A censura imaginária a "E tudo o vento levou" - uma entre o zilião de empresas que alugam e/ou vendem filmes deixou de o ter em catálogo (se querem um filme - ambientado no mesmo tempo e local - que consta que é mesmo quase impossível de arranjar, faria mais sentido falarem de "censura" a propósito de A Canção do Sul, p.ex.).

A censura real a "E tudo o vento levou" - um filme que era para ter entrado no domínio público em 2014 (75 anos após ter sido feito), o que significaria que qualquer pessoa poderia fazer cópias dele, exibi-lo quando e como quisesse, etc [não é que já não se possa...], continua a estar coberto por direitos de autor devido a alterações retroativas da lei dos direitos de autor (e aí nem vale o argumento que prolongar os direitos de autor incentiva os criadores - isso não funciona para obras que já foram feitas).

07/06/20

A Info Praia - contributo para a obsolescência planeada?

A aplicação Info Praia requer Android 6.0 ou superior - seria muito difícil ter feito uma aplicação que fosse compatível com as versões anteriores do Android?

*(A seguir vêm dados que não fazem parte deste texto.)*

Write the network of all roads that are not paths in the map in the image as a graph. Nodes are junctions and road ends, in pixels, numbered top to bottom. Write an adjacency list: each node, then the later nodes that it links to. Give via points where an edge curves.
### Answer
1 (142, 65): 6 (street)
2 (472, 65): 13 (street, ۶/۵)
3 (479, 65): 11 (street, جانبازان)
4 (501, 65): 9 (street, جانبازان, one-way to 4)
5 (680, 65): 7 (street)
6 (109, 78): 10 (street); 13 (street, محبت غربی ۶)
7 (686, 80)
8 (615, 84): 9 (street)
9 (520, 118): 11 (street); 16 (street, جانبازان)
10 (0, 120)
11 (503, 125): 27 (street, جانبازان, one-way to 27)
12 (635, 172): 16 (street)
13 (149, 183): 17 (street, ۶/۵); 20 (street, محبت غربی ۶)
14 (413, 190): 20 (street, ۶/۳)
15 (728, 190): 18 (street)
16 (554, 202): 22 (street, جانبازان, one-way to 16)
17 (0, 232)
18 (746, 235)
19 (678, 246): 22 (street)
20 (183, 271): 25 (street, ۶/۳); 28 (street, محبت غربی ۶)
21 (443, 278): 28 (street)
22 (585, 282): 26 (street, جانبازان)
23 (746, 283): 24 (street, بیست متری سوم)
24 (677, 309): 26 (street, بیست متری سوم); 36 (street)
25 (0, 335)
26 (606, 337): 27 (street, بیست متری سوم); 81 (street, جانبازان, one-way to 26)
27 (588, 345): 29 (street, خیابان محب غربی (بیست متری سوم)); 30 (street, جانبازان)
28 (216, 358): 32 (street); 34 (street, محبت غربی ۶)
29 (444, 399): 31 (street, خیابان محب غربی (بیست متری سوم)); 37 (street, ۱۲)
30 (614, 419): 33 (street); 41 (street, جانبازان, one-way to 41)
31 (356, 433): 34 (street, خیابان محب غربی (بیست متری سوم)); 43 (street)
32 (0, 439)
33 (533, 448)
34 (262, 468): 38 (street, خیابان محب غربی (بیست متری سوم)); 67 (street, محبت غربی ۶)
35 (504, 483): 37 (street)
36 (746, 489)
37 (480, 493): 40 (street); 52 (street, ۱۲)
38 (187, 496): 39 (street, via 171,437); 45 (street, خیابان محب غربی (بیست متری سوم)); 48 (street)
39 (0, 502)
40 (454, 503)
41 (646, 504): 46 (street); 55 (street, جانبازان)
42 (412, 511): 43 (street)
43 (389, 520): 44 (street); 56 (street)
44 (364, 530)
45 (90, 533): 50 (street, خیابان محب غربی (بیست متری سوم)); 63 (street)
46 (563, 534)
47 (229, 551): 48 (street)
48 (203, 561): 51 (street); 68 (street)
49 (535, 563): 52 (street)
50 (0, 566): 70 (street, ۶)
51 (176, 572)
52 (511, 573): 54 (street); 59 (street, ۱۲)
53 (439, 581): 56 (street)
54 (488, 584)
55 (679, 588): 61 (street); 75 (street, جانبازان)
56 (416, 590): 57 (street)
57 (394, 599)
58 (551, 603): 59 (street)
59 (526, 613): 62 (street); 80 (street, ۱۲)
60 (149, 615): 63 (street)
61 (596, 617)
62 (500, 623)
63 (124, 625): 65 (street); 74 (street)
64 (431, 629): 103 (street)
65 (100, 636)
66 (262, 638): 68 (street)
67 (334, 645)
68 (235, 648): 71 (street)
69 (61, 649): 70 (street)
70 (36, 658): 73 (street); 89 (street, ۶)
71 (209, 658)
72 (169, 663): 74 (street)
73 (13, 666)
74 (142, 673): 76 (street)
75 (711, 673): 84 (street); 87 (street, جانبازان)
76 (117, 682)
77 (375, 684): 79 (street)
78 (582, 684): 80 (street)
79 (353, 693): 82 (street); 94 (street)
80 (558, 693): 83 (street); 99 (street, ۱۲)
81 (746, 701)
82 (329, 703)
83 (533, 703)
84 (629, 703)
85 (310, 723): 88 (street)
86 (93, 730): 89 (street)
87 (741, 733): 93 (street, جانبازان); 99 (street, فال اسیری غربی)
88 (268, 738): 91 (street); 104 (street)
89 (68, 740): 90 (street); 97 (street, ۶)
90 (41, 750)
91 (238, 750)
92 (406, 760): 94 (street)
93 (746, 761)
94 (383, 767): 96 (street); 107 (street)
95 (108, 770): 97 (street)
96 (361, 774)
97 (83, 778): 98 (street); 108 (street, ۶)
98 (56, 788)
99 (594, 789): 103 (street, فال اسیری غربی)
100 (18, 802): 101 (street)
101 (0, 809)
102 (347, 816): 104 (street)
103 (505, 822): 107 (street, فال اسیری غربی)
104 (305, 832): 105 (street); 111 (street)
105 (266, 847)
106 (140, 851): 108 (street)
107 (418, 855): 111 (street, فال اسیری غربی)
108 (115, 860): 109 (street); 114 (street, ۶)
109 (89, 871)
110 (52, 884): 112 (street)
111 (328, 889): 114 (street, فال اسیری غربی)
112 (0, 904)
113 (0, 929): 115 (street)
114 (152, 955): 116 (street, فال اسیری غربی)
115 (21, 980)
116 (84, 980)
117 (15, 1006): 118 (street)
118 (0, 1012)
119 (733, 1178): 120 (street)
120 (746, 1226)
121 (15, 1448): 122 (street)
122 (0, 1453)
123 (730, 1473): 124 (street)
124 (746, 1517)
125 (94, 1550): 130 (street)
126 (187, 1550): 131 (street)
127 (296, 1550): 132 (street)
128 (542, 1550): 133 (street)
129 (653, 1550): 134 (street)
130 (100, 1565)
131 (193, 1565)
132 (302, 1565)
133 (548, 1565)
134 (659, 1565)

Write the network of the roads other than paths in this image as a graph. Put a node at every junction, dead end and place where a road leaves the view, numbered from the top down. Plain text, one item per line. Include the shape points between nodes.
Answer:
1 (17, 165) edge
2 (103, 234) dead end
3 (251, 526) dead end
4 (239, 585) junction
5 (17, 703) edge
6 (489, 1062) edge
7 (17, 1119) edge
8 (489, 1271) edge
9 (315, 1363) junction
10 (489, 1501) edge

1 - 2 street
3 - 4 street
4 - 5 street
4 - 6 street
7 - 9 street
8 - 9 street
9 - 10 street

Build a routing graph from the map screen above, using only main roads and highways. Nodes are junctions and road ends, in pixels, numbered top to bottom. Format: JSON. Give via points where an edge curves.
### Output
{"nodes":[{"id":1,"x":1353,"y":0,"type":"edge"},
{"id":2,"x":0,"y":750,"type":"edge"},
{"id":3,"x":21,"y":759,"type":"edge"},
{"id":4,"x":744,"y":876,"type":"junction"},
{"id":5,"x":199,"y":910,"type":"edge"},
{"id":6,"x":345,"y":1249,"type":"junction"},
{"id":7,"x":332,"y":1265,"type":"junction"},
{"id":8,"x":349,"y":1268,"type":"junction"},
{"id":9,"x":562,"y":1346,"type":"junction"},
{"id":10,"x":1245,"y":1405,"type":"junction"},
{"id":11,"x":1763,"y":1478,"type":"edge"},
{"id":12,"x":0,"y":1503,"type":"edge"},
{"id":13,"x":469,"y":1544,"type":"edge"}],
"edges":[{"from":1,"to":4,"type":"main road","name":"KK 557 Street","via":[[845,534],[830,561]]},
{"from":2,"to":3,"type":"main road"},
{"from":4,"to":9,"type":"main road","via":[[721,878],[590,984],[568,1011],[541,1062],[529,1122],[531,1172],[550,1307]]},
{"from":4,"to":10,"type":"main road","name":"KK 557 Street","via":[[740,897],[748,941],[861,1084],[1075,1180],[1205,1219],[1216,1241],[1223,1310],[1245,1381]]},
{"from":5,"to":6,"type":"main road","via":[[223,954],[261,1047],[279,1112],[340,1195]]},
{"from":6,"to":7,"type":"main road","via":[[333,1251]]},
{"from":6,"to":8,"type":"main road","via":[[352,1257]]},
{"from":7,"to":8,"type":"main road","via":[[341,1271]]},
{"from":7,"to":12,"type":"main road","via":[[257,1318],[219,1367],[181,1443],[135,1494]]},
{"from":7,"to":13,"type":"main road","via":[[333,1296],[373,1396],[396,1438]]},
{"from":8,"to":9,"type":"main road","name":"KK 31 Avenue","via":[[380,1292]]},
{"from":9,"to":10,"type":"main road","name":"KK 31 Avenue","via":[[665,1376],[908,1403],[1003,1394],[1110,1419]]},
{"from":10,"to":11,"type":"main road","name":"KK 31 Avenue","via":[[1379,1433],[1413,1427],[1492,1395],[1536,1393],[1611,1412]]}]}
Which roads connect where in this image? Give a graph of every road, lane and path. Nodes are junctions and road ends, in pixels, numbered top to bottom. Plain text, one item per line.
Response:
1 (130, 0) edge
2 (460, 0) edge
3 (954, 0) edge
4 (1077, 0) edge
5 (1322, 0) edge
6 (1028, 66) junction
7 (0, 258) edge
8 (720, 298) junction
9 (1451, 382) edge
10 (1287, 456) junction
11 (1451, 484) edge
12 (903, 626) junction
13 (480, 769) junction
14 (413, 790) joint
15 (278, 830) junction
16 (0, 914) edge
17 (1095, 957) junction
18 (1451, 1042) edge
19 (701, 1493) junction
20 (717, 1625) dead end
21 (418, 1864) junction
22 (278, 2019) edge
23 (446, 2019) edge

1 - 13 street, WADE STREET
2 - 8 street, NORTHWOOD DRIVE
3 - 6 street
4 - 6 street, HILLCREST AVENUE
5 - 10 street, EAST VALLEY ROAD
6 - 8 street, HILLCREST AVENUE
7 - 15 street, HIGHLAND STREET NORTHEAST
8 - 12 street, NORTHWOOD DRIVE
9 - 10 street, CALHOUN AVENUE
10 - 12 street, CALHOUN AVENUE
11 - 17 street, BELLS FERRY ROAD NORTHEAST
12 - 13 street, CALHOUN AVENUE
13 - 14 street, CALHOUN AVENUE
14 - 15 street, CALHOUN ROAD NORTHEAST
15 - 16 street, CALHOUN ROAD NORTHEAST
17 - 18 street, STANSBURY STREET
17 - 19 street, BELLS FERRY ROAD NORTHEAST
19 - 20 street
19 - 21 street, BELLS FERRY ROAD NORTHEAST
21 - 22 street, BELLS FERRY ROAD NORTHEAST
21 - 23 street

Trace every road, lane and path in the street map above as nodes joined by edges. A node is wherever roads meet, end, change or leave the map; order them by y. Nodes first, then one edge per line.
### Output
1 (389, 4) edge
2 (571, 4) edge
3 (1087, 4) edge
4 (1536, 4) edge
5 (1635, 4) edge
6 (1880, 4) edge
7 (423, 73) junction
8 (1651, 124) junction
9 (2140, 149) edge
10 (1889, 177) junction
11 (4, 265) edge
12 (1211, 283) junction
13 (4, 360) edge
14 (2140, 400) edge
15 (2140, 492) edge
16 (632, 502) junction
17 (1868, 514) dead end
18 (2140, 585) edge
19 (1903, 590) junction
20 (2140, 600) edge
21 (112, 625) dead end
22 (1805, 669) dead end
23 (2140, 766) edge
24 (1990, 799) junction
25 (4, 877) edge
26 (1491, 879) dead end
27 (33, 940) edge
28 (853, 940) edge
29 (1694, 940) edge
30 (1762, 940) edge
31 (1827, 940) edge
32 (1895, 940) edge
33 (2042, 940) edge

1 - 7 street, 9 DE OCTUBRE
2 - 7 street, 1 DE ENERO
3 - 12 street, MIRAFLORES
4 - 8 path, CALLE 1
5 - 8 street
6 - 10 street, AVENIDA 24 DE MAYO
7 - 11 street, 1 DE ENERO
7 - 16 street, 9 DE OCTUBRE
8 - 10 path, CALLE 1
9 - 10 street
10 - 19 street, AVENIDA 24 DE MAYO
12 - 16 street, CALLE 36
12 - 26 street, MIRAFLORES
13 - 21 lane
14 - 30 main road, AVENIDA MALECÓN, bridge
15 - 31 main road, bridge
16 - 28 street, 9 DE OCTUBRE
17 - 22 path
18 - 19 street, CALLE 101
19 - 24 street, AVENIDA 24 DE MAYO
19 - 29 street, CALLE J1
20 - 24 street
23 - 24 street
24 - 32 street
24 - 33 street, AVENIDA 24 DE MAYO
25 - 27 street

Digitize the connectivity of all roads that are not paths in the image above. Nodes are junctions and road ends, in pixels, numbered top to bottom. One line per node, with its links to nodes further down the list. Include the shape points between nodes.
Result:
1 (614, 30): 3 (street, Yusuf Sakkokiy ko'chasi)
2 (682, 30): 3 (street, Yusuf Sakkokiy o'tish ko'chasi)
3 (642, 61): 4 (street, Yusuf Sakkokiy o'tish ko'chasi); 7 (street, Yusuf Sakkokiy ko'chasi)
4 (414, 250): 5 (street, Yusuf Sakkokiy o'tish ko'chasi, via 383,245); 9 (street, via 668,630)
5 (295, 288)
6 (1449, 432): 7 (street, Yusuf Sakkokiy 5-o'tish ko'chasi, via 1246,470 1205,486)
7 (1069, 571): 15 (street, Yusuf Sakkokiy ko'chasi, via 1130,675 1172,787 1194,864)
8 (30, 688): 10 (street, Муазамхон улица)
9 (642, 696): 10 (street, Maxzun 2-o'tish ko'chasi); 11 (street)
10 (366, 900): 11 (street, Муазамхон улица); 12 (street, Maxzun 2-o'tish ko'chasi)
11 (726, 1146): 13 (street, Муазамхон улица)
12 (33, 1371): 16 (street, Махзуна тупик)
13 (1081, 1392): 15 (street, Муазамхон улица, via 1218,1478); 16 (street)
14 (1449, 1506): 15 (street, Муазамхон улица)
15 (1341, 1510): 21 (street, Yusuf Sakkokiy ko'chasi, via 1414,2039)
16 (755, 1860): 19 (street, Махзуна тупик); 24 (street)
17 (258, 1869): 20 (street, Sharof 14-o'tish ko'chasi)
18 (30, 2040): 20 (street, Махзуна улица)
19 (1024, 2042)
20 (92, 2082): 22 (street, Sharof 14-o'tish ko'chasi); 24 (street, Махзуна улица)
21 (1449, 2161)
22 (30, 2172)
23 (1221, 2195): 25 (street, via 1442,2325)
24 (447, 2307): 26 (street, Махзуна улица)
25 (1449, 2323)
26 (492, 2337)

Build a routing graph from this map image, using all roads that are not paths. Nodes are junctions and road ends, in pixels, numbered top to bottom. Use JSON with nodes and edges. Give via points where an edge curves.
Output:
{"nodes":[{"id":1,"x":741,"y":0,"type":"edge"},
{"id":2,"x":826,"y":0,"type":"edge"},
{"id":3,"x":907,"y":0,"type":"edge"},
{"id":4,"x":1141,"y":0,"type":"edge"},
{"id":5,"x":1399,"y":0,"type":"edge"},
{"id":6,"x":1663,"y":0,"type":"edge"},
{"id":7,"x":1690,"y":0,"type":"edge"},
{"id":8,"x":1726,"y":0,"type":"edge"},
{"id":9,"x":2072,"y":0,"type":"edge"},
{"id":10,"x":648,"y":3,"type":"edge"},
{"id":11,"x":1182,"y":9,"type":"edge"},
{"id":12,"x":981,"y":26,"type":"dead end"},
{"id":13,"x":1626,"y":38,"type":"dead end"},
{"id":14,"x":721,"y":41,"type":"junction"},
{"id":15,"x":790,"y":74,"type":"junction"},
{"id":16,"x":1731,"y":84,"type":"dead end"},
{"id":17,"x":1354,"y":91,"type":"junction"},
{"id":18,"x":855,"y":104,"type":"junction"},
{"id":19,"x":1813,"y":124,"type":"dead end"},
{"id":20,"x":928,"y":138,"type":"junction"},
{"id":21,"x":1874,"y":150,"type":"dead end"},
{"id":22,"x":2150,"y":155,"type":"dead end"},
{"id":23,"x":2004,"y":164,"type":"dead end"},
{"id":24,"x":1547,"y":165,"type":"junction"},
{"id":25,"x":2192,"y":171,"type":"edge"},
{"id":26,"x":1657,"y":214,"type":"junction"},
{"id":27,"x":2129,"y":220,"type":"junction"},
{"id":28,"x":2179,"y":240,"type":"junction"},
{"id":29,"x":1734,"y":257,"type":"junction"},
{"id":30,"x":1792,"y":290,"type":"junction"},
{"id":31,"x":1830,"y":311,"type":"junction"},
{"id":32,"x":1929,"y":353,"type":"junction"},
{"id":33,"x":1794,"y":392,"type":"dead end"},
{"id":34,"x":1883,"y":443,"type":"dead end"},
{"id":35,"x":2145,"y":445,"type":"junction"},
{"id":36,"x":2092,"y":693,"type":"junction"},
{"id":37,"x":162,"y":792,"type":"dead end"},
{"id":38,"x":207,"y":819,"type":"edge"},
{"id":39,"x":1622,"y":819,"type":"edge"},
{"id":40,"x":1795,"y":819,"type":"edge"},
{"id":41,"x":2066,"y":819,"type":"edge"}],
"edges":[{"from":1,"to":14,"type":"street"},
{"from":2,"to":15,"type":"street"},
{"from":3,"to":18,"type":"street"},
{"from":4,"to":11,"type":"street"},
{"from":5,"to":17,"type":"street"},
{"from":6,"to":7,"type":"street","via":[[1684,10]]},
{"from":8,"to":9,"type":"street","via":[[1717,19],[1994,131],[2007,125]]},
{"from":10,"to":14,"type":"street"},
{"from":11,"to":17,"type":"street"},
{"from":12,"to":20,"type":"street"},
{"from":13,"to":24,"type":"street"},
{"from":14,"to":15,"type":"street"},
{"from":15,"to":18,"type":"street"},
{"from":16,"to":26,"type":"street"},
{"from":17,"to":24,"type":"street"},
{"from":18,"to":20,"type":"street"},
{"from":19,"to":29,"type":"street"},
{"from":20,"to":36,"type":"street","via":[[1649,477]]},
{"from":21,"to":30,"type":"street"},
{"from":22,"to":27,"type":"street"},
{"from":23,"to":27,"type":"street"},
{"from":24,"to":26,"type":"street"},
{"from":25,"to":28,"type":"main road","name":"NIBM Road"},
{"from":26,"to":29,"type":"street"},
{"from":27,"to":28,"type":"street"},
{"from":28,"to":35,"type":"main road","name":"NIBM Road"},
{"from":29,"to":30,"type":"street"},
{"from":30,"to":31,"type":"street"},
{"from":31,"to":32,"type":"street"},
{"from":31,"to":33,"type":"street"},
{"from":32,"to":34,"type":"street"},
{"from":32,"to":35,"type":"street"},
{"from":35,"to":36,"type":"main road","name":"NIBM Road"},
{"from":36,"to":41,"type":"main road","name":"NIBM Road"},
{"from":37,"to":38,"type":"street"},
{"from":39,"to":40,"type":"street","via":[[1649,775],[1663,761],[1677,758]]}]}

Eu não percebo nada disso, mas quase que aposto que seria perfeitamente possível fazer uma app nas versões anteriores que desse essa informação (afinal, as apps da meteorologia e das marés correm nas versões antigas do Android, e duvido que uma app a informar se a praia está cheia seja muito mais complexa do que uma app a informar do estado tempo nessa praia ou a que horas a maré enche).

E ainda por cima acho que nem dá para reclamar na secção de críticas/reclamações do Google Play Store (já que só quem tenha a aplicação instalada pode escrever uma "review", logo quem não a consegue instalar por ter uma variante anterior do Android não não consegue fazer uma review a queixar-se disso).